_WHAT TO PRODUCE:_ Set down the line that contains "index pip: (1040, 905)" and every line after it to the end of the entries, exactly as they stand and nothing more.

### EXTRACTED MATERIAL

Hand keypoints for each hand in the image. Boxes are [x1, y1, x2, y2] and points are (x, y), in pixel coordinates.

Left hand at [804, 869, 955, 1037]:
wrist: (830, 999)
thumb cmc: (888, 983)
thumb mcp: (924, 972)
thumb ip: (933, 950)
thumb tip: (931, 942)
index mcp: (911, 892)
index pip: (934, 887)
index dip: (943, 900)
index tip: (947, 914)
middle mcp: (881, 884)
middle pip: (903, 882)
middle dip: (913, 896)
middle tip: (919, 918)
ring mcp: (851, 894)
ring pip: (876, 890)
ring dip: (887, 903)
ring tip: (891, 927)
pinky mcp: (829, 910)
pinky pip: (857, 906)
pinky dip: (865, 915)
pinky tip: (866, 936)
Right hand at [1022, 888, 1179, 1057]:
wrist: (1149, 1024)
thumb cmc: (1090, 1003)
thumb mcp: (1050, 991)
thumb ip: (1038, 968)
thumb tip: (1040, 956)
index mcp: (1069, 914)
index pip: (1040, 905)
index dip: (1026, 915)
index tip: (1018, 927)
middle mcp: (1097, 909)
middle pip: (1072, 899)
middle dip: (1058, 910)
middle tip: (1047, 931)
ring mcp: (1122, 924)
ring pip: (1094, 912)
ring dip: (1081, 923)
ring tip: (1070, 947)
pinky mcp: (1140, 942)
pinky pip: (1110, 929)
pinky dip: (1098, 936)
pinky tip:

######

_ANSWER TO THE EXERCISE:_
index pip: (1040, 905)
index dip: (1026, 915)
index tip: (1018, 927)
middle mcp: (1097, 909)
middle pip: (1072, 899)
middle dip: (1058, 910)
middle tip: (1047, 931)
ring mcp: (1122, 924)
ring pip: (1094, 912)
ring dip: (1081, 923)
ring tip: (1070, 947)
pinky mcp: (1140, 942)
pinky pip: (1110, 929)
pinky dip: (1098, 936)
pinky tip:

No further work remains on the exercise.